La Tute

Happy days are here again.La Tute is back– just across the street from the world famousDrouot auction house.


Happy days are here again.

La Tute is back– just across the street from the world famous Drouot auction house.

The original bar and tiled floor remains but the food is pure Pyrénéen.

It’s been over a year since a landlord dispute shut down one of my favorite spots for substantive food,robust wines, AOC grade lamb and of course, pungent cheeses of such limited production that they lack a pedigree but oh, such flavor.

I gave Manu three weeks to work out the kinks and my BF and I sidled up to bar at 1:45 for a preparatory glass of Cote de Gascon Domaine Esquirts 2010 rouge and joined Manu à table after most of the diners had departed and he could abandon the bar.

We started with plates of pulpe, brouillé d’asperges and buttery jambonneau washed down by a vielle vignes Chiroubles.

The main courses were rounds of pimientos del Piquillo on top of a brandade, morue smothered in onions with a red pepper purée and crisply sautéed potatoes coated with parley and garlic and hands down the best perfectly cooked (rosé) magret that I’ve ever tasted. An excellent 2009 red Madiran from Chateau Viella was quickly emptied and replaced.

All of La Tute’s meats, fish and cheeses are delivered directly from the southwest including a rich, velvety cow’s cheese that still lingers on my taste buds.

A perfect tarte aux pommes and café could mean but one thing-it was now Armagnac time.

A giant 150 ML bottle from which we poured several small glasses each.

La Tute will be the scene of many long, genial meals with friends and clients.

La Tute, “Chez Manu”

7 rue Rossini, Paris 75009

Monday-Saturday, Lunch & Dinner

Closed Sundays

Tel: 01-4015-6565

M:Richelieu Drouot


Original review

Bertrand Tavernier, Terrance at the Original La Tute where I was  introduced  to Manu.

It had been nearly eight years since I had last broken bread with the great French film director Bertrand Tavernier and once again he was wrapping up post-production of a film.
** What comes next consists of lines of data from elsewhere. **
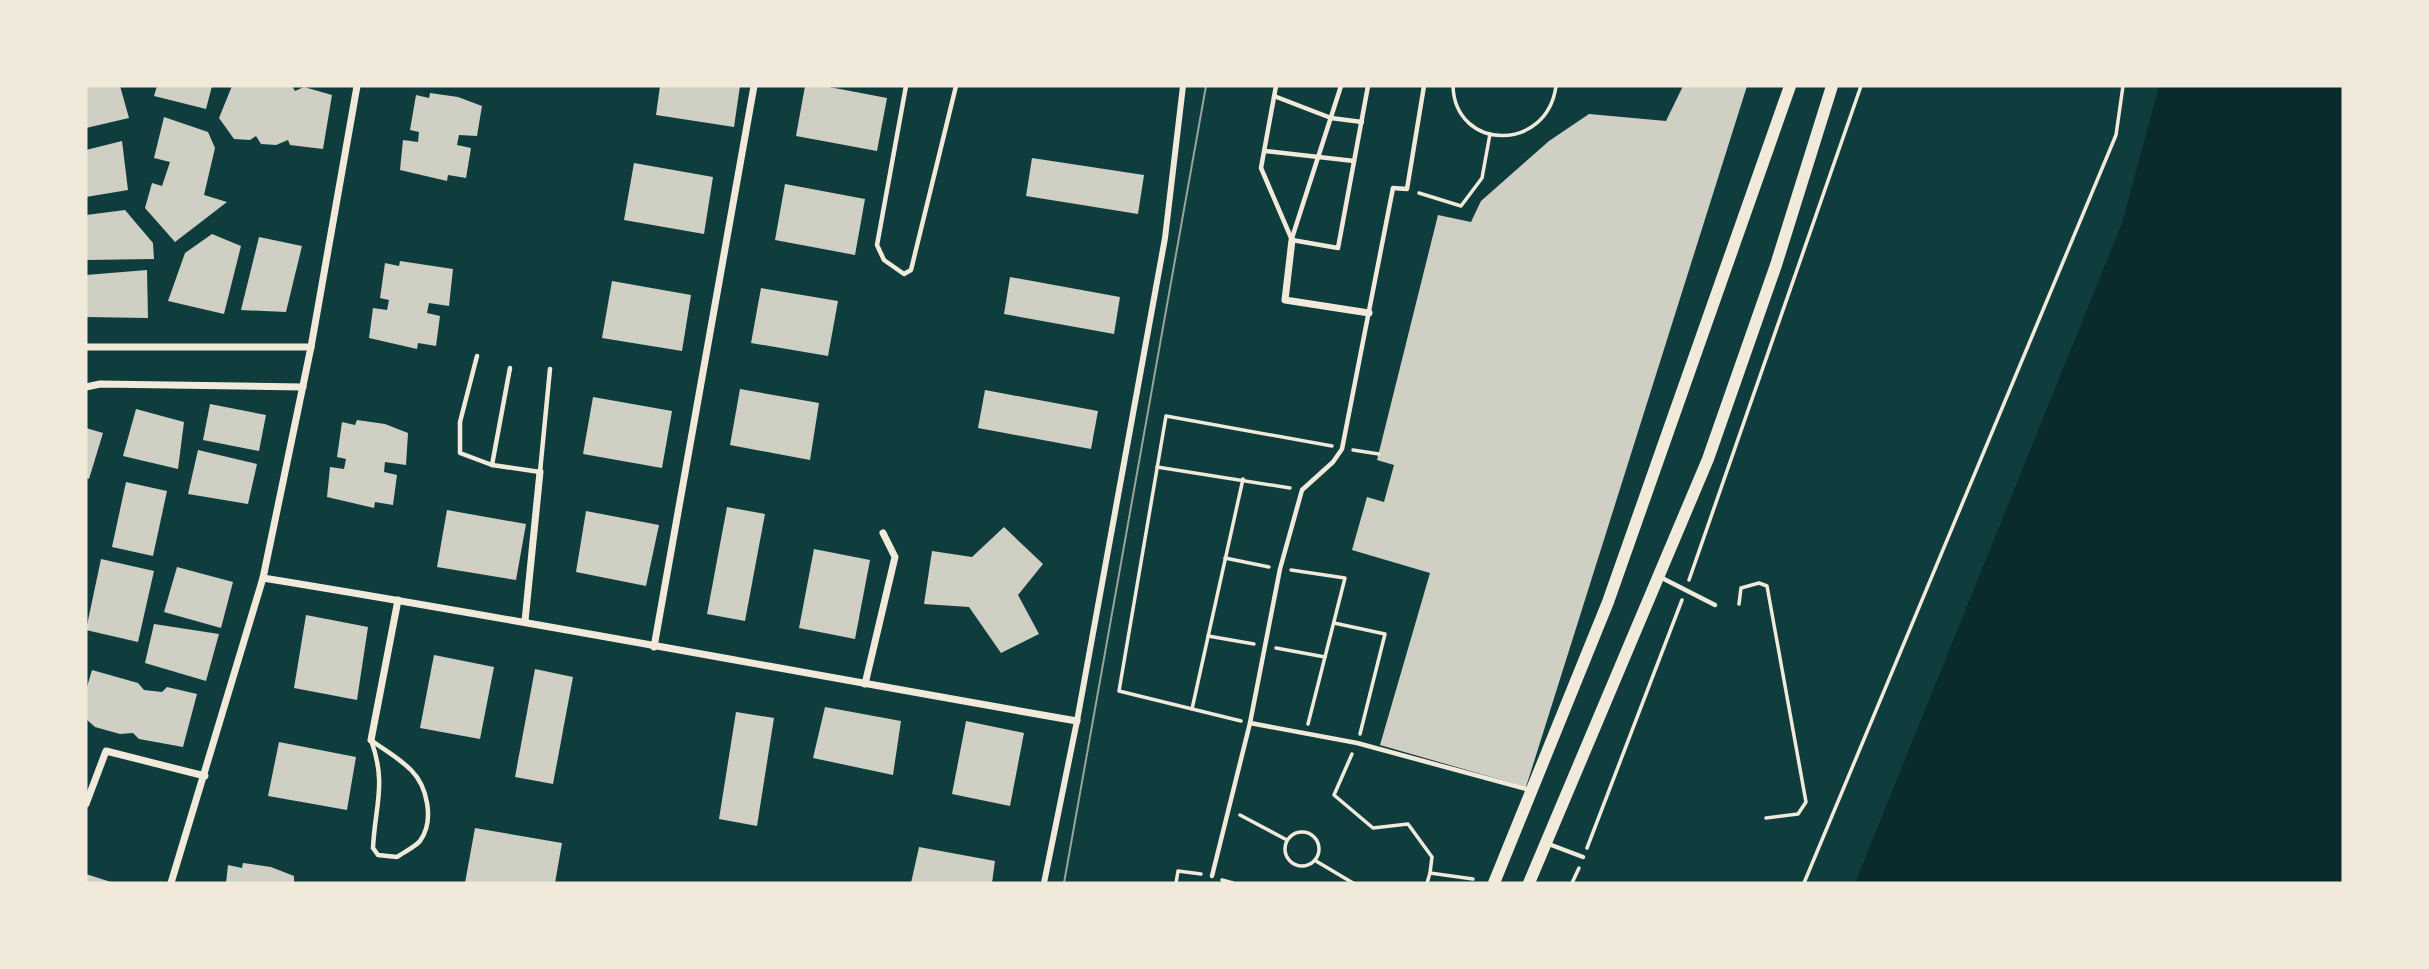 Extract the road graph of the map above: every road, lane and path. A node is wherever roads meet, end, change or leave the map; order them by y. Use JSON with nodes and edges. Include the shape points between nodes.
{"nodes":[{"id":1,"x":357,"y":86,"type":"edge"},
{"id":2,"x":754,"y":86,"type":"edge"},
{"id":3,"x":906,"y":86,"type":"edge"},
{"id":4,"x":956,"y":86,"type":"edge"},
{"id":5,"x":1183,"y":86,"type":"edge"},
{"id":6,"x":1276,"y":86,"type":"edge"},
{"id":7,"x":1341,"y":86,"type":"edge"},
{"id":8,"x":1368,"y":86,"type":"edge"},
{"id":9,"x":1424,"y":86,"type":"edge"},
{"id":10,"x":1453,"y":86,"type":"edge"},
{"id":11,"x":1556,"y":86,"type":"edge"},
{"id":12,"x":1790,"y":86,"type":"edge"},
{"id":13,"x":1832,"y":86,"type":"edge"},
{"id":14,"x":1861,"y":86,"type":"edge"},
{"id":15,"x":2123,"y":86,"type":"edge"},
{"id":16,"x":1274,"y":96,"type":"junction"},
{"id":17,"x":1331,"y":118,"type":"junction"},
{"id":18,"x":1362,"y":122,"type":"junction"},
{"id":19,"x":1490,"y":134,"type":"junction"},
{"id":20,"x":1265,"y":151,"type":"junction"},
{"id":21,"x":1319,"y":156,"type":"junction"},
{"id":22,"x":1354,"y":161,"type":"junction"},
{"id":23,"x":1407,"y":189,"type":"junction"},
{"id":24,"x":1292,"y":240,"type":"junction"},
{"id":25,"x":1369,"y":313,"type":"junction"},
{"id":26,"x":312,"y":346,"type":"junction"},
{"id":27,"x":86,"y":347,"type":"edge"},
{"id":28,"x":477,"y":356,"type":"dead end"},
{"id":29,"x":510,"y":368,"type":"dead end"},
{"id":30,"x":550,"y":369,"type":"dead end"},
{"id":31,"x":86,"y":387,"type":"edge"},
{"id":32,"x":303,"y":387,"type":"junction"},
{"id":33,"x":1342,"y":449,"type":"junction"},
{"id":34,"x":1379,"y":454,"type":"dead end"},
{"id":35,"x":492,"y":465,"type":"junction"},
{"id":36,"x":1157,"y":467,"type":"junction"},
{"id":37,"x":540,"y":472,"type":"junction"},
{"id":38,"x":1243,"y":479,"type":"junction"},
{"id":39,"x":1302,"y":490,"type":"junction"},
{"id":40,"x":883,"y":533,"type":"dead end"},
{"id":41,"x":1225,"y":558,"type":"junction"},
{"id":42,"x":1280,"y":569,"type":"junction"},
{"id":43,"x":1657,"y":576,"type":"junction"},
{"id":44,"x":263,"y":578,"type":"junction"},
{"id":45,"x":1686,"y":589,"type":"junction"},
{"id":46,"x":398,"y":600,"type":"junction"},
{"id":47,"x":1739,"y":604,"type":"dead end"},
{"id":48,"x":1715,"y":605,"type":"dead end"},
{"id":49,"x":525,"y":621,"type":"junction"},
{"id":50,"x":1334,"y":623,"type":"junction"},
{"id":51,"x":654,"y":647,"type":"junction"},
{"id":52,"x":865,"y":684,"type":"junction"},
{"id":53,"x":1192,"y":709,"type":"junction"},
{"id":54,"x":1077,"y":720,"type":"junction"},
{"id":55,"x":1250,"y":723,"type":"junction"},
{"id":56,"x":1305,"y":733,"type":"junction"},
{"id":57,"x":371,"y":740,"type":"junction"},
{"id":58,"x":1357,"y":743,"type":"junction"},
{"id":59,"x":205,"y":776,"type":"junction"},
{"id":60,"x":1531,"y":791,"type":"junction"},
{"id":61,"x":86,"y":804,"type":"edge"},
{"id":62,"x":1229,"y":809,"type":"junction"},
{"id":63,"x":1766,"y":818,"type":"dead end"},
{"id":64,"x":1287,"y":840,"type":"junction"},
{"id":65,"x":1545,"y":843,"type":"junction"},
{"id":66,"x":1583,"y":857,"type":"junction"},
{"id":67,"x":1315,"y":861,"type":"junction"},
{"id":68,"x":1430,"y":873,"type":"junction"},
{"id":69,"x":1212,"y":876,"type":"joint"},
{"id":70,"x":1474,"y":879,"type":"dead end"},
{"id":71,"x":171,"y":883,"type":"edge"},
{"id":72,"x":1044,"y":883,"type":"edge"},
{"id":73,"x":1176,"y":883,"type":"edge"},
{"id":74,"x":1353,"y":883,"type":"edge"},
{"id":75,"x":1427,"y":883,"type":"edge"},
{"id":76,"x":1494,"y":883,"type":"edge"},
{"id":77,"x":1529,"y":883,"type":"edge"},
{"id":78,"x":1572,"y":883,"type":"edge"},
{"id":79,"x":1804,"y":883,"type":"edge"}],
"edges":[{"from":1,"to":26,"type":"street"},
{"from":2,"to":51,"type":"street"},
{"from":3,"to":4,"type":"lane","via":[[877,245],[884,260],[904,274],[911,270]]},
{"from":5,"to":54,"type":"street","via":[[1166,238]]},
{"from":6,"to":16,"type":"lane"},
{"from":7,"to":17,"type":"lane"},
{"from":8,"to":18,"type":"lane"},
{"from":9,"to":23,"type":"lane"},
{"from":10,"to":19,"type":"path","via":[[1460,111],[1471,124]]},
{"from":11,"to":19,"type":"path","via":[[1546,115],[1534,127],[1518,135]]},
{"from":12,"to":60,"type":"main road","via":[[1608,602]]},
{"from":13,"to":43,"type":"main road","via":[[1708,459]]},
{"from":14,"to":45,"type":"path"},
{"from":15,"to":79,"type":"path","via":[[2116,135]]},
{"from":16,"to":17,"type":"lane"},
{"from":16,"to":20,"type":"lane"},
{"from":17,"to":18,"type":"lane"},
{"from":17,"to":21,"type":"lane"},
{"from":18,"to":22,"type":"lane"},
{"from":19,"to":23,"type":"path","via":[[1482,178],[1461,206]]},
{"from":20,"to":21,"type":"lane"},
{"from":20,"to":24,"type":"lane","via":[[1261,168]]},
{"from":21,"to":22,"type":"lane"},
{"from":21,"to":24,"type":"lane"},
{"from":22,"to":24,"type":"lane","via":[[1338,248]]},
{"from":23,"to":25,"type":"lane","via":[[1393,188]]},
{"from":24,"to":25,"type":"street","via":[[1285,300]]},
{"from":25,"to":33,"type":"lane"},
{"from":26,"to":27,"type":"street"},
{"from":26,"to":32,"type":"street"},
{"from":28,"to":35,"type":"lane","via":[[460,422],[460,453]]},
{"from":29,"to":35,"type":"lane"},
{"from":30,"to":37,"type":"lane"},
{"from":31,"to":32,"type":"street"},
{"from":32,"to":44,"type":"street"},
{"from":33,"to":34,"type":"path"},
{"from":33,"to":36,"type":"path","via":[[1166,416]]},
{"from":33,"to":39,"type":"lane"},
{"from":35,"to":37,"type":"lane"},
{"from":36,"to":38,"type":"path"},
{"from":36,"to":53,"type":"path","via":[[1119,691]]},
{"from":37,"to":49,"type":"street"},
{"from":38,"to":39,"type":"path"},
{"from":38,"to":41,"type":"path"},
{"from":39,"to":42,"type":"lane"},
{"from":40,"to":52,"type":"street","via":[[895,556]]},
{"from":41,"to":42,"type":"path"},
{"from":41,"to":53,"type":"path"},
{"from":42,"to":50,"type":"path","via":[[1345,578]]},
{"from":42,"to":55,"type":"lane"},
{"from":43,"to":45,"type":"lane"},
{"from":43,"to":65,"type":"main road"},
{"from":44,"to":46,"type":"street"},
{"from":44,"to":59,"type":"street"},
{"from":45,"to":48,"type":"lane"},
{"from":45,"to":66,"type":"path"},
{"from":46,"to":49,"type":"street"},
{"from":46,"to":57,"type":"street"},
{"from":47,"to":63,"type":"path","via":[[1741,588],[1759,583],[1767,586],[1806,802],[1798,814]]},
{"from":49,"to":51,"type":"street"},
{"from":50,"to":56,"type":"path"},
{"from":50,"to":58,"type":"path","via":[[1385,634]]},
{"from":51,"to":52,"type":"street"},
{"from":52,"to":54,"type":"street"},
{"from":53,"to":55,"type":"path"},
{"from":54,"to":72,"type":"street"},
{"from":55,"to":56,"type":"lane"},
{"from":55,"to":62,"type":"lane"},
{"from":56,"to":58,"type":"lane"},
{"from":57,"to":57,"type":"lane","via":[[411,770],[426,794],[428,806],[419,842],[397,857],[378,855],[373,848],[381,788]]},
{"from":58,"to":60,"type":"lane"},
{"from":58,"to":68,"type":"path","via":[[1334,795],[1373,828],[1408,824],[1432,857]]},
{"from":59,"to":61,"type":"street","via":[[106,751]]},
{"from":59,"to":71,"type":"street"},
{"from":60,"to":76,"type":"main road"},
{"from":62,"to":64,"type":"path"},
{"from":62,"to":69,"type":"lane"},
{"from":64,"to":67,"type":"path","via":[[1290,862],[1306,866]]},
{"from":64,"to":67,"type":"path","via":[[1302,832],[1313,836],[1319,845]]},
{"from":65,"to":66,"type":"lane"},
{"from":65,"to":77,"type":"main road"},
{"from":66,"to":78,"type":"path"},
{"from":67,"to":74,"type":"path"},
{"from":68,"to":70,"type":"path"},
{"from":68,"to":75,"type":"path"},
{"from":69,"to":73,"type":"path","via":[[1178,871]]}]}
In 2001 LAISSEZ-PASSER and now IN THE ELECTRIC MIST, adapted from a James Lee Burke novel starring Tommy Lee Jones as Dave Robicheaux.

La Tute was in his neighborhood and was the creation of Manu, a former TV producer/ director. I arrived early and ordered a Quincy at the bar where cured hams and sausages dangled overhead as befits a bistro with a menu inspired by the Pyrenées. Moments later Bertrand joined me for a taste before we were ushered to a waiting table.

As a regular Bertrand ordered for both of us. A huge slab of gigot d’agneau for me and cotes d’agneau for himself but this wasn’t just any lamb-raised in the Pyrenées it come with it’s own A.O.C. BAREGES GAVARNIE. The males are castrated at 6-months and graze in herb-filled pastures at altitudes of from 1,600 to 2,600 meters. It has an unforgettable taste.

The meat was accompanied by a warm salad of tarbais (white beans) in a dressing of shallots, sherry vinegar from the Pyrenées, Italian flat-leaf parsley and olive oil which we continued to enjoy with our second course, a civet d’agneau whose mixture of natural juices, red wine and blood were gleefully sopped up with fresh baguette. A second glass of cotes du Rhone sent it down smoothly.

Gumbo and crayfish might have been more appropriate for a discussion of a film set in New Orleans and the nearby home of Tabasco sauce, Avery Island, but I’m not complaining.